Instructor Information

Prof. Marilyn Walker
Jack Baskin School of Engineering, Room E2-267
email: maw @ soe [dot] ucsc [dot] edu
Office Hours: Wed 2 to 3:30. E2 267, or by appointment

Dr. Reid Swanson
Jack Baskin School of Engineering, Room E2-261
email: reid @ soe [dot] ucsc [dot] edu
Office Hours: Thursday 4:00 - 5:30. E2 261, or by appointment

Teaching Assistants: TWO people sharing one TAship
TA Office Hours: Monday 11:00 to 12:30 E2 387

Zhichao Hu
email: zhu @ soe [dot] ucsc [dot] edu
Stephanie Lukin 
email: slukin @ soe [dot] ucsc [dot] edu
 

Course Description

Spring 2014. This class introduces advanced undergraduates to the theory and practice of Natural Language Processing. This offering will focus on NLP programming for processing and generation of narratively structured text, such as classic stories such as Aesop's Fables as well as personal narratives that can be mined on the web. CMPS 143 provides a combination of homeworks and exams targeted at learning the basics of NLP using the NLTK toolkit and other publicly available software.   

Text book:

  • Natural Language Processing with Python. Available electronically and from the bookstore. Henceforth referred to as NLLP

Auxiliary texts:

  • https://github.com/ptwobrussell/Mining-the-Social-Web-2nd-Edition
  • Speech and Natural Language Processing. Jurafsky and Martin. Coursera online lectures and parts of book available online.

Grading

  • Attendance (5%)
  • Homeworks and discussion of what we learned from the homeworks in class: 45%
  • Midterm 25%
  • Final 25%
  • Homework Delivery: Turn it in on Ecommons assignments. Please include any code, files and written documents in a zip file. Written documents should be plain text or PDF only. Multiple uploads (to overwrite) are enabled. Late HW accepted until noon the next day with a 10% penalty. Homeworks not accepted any later than that because the solutions will be posted at noon and discussed in class.

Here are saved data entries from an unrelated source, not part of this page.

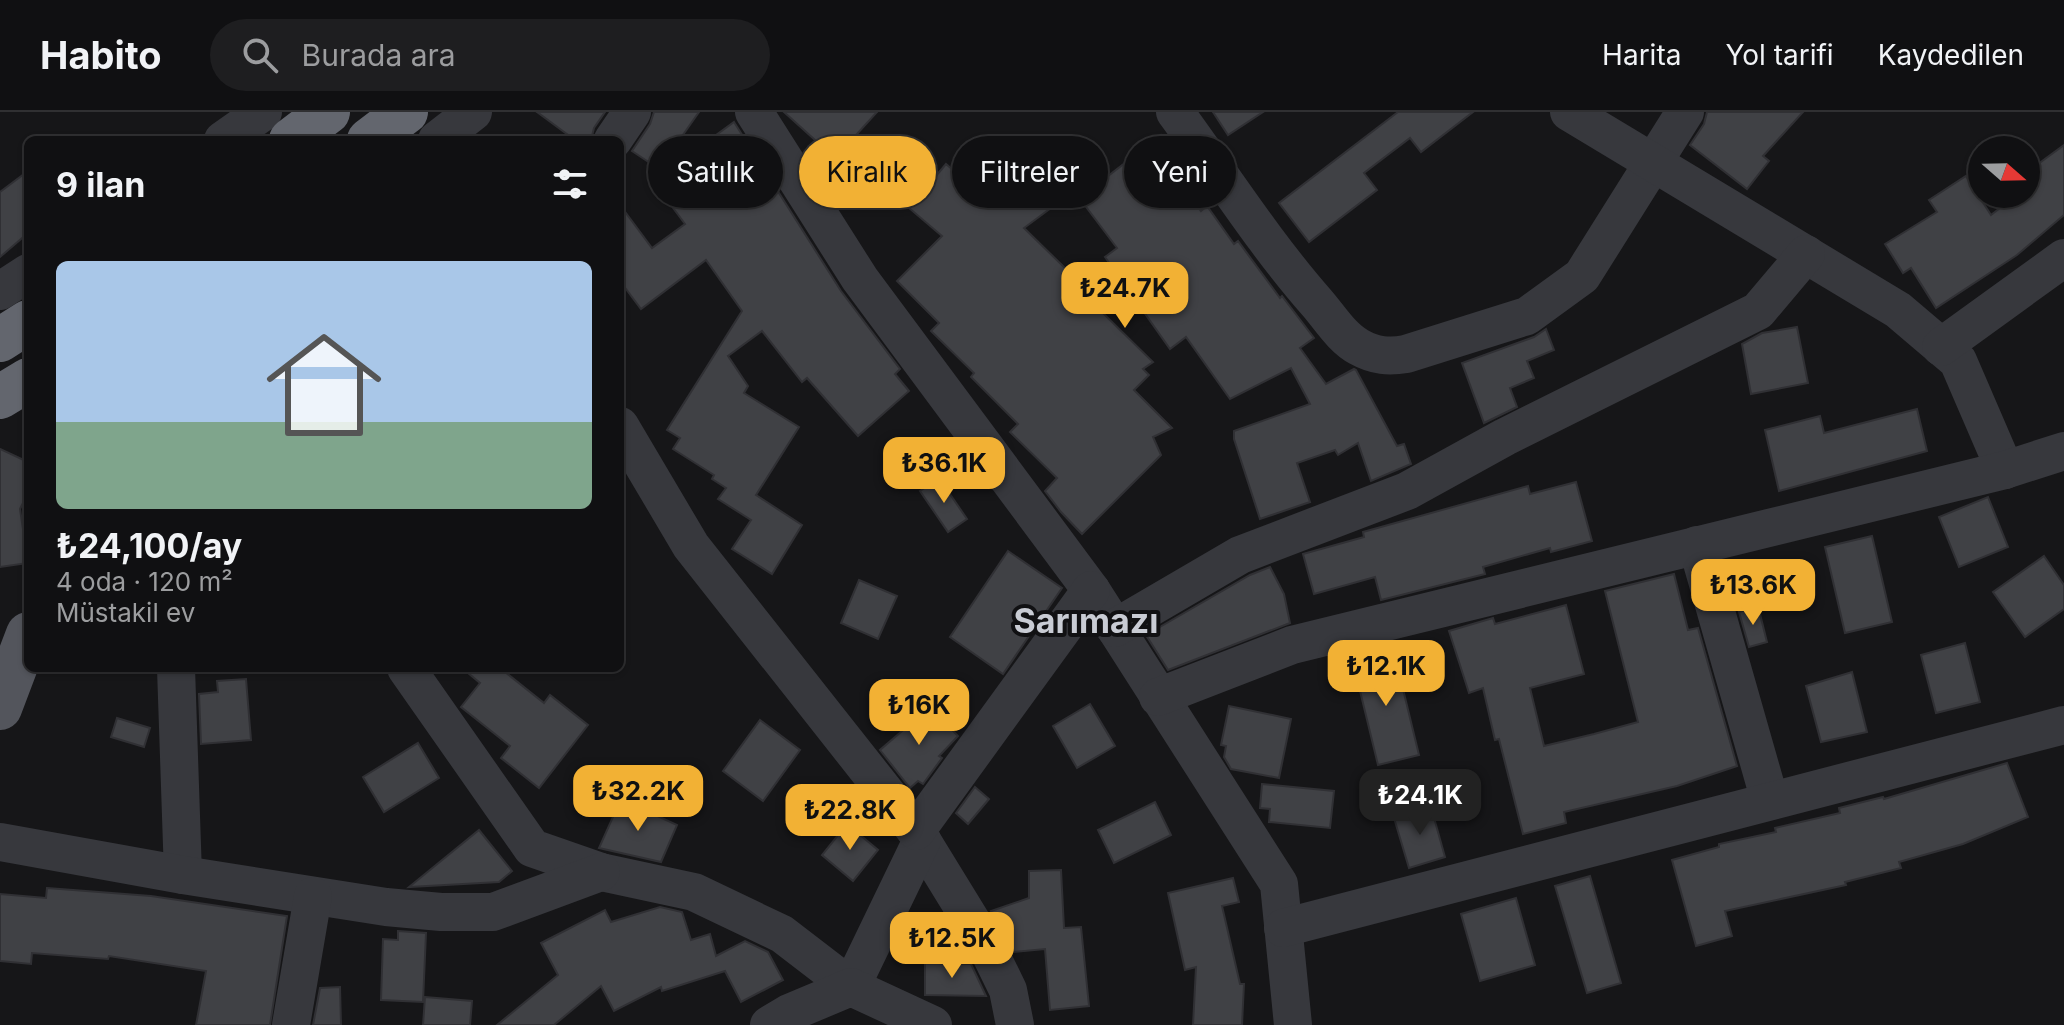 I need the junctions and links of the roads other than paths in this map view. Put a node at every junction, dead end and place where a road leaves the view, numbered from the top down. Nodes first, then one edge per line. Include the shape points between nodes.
1 (263, 112) edge
2 (328, 112) edge
3 (406, 112) edge
4 (473, 112) edge
5 (632, 112) edge
6 (754, 112) edge
7 (1175, 112) edge
8 (1569, 112) edge
9 (1685, 112) edge
10 (229, 136) edge
11 (296, 136) edge
12 (374, 136) edge
13 (442, 136) edge
14 (616, 136) edge
15 (1654, 162) junction
16 (1806, 254) junction
17 (2064, 258) edge
18 (24, 276) edge
19 (0, 291) edge
20 (24, 325) edge
21 (0, 340) edge
22 (1941, 347) junction
23 (24, 382) edge
24 (0, 397) edge
25 (624, 433) edge
26 (2064, 451) edge
27 (2005, 470) junction
28 (1697, 545) junction
29 (1091, 590) junction
30 (1115, 628) junction
31 (24, 645) edge
32 (176, 672) edge
33 (409, 672) edge
34 (1158, 697) junction
35 (0, 708) edge
36 (2064, 725) edge
37 (1770, 801) junction
38 (919, 836) junction
39 (0, 842) edge
40 (601, 872) junction
41 (183, 875) junction
42 (313, 896) junction
43 (1283, 928) junction
44 (851, 987) junction
45 (291, 1025) edge
46 (769, 1025) edge
47 (933, 1025) edge
48 (1015, 1025) edge
49 (1293, 1025) edge

1 - 10 street
2 - 11 highway
3 - 12 highway
4 - 13 street
5 - 14 street
6 - 29 street via 860,279
7 - 15 street via 1291,273 1341,332 1356,346 1389,357 1527,316 1582,276
8 - 15 street
9 - 15 street
15 - 16 street
16 - 22 street via 1898,310
16 - 30 street via 1758,311 1407,491 1240,555
17 - 22 street
18 - 19 street
20 - 21 highway
22 - 27 street via 1958,361
23 - 24 highway
25 - 38 street via 691,546
26 - 27 street
27 - 28 street
28 - 34 street via 1292,645
28 - 37 street
29 - 30 street
29 - 38 street
30 - 34 street
31 - 35 main road
32 - 41 street
33 - 40 street via 532,848
34 - 43 street via 1279,884
36 - 37 street
37 - 43 street
38 - 44 street
38 - 48 street via 986,945 1008,990
39 - 41 street
40 - 42 street via 493,912 414,910
40 - 44 street via 694,892 782,934
41 - 42 street
42 - 45 street
43 - 49 street
44 - 46 street
44 - 47 street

Schedule: Reading and homework assignments

Week 1. NLP and Basic Text Processing.

April 1st: The NLP Pipeline

  • General applications of NLP
  • The Holy Grail: Story Intention Graph
  • Getting IPython Virtual Machine.
  • Installing NLTK, examples of how to use it
  • Homework 0: Take home quiz on logic, probability, regular expressions
  • Reading: Chapter 2 (reading in natural language data from files) and Chapter 3 (reading in natural language data from the web and cleaning it) of NLPP

April 2nd. Homework 1 uploaded. Due April 7th. 11:55 PM. 10 points

April 3rd: Basic Text Processing. Unigrams and Bigrams

  • Homework 0 due
  • Tokenization (READ ch. 3.1.1)
  • Counting words modeling their frequency (ch. 1)
  • Word categorization & generalization
  • POS tagging & applications (READ ch. 5.1 & 5.2)
  • Regular Expressions (Read ch 3.4, 3.5, 3.6, 3.7)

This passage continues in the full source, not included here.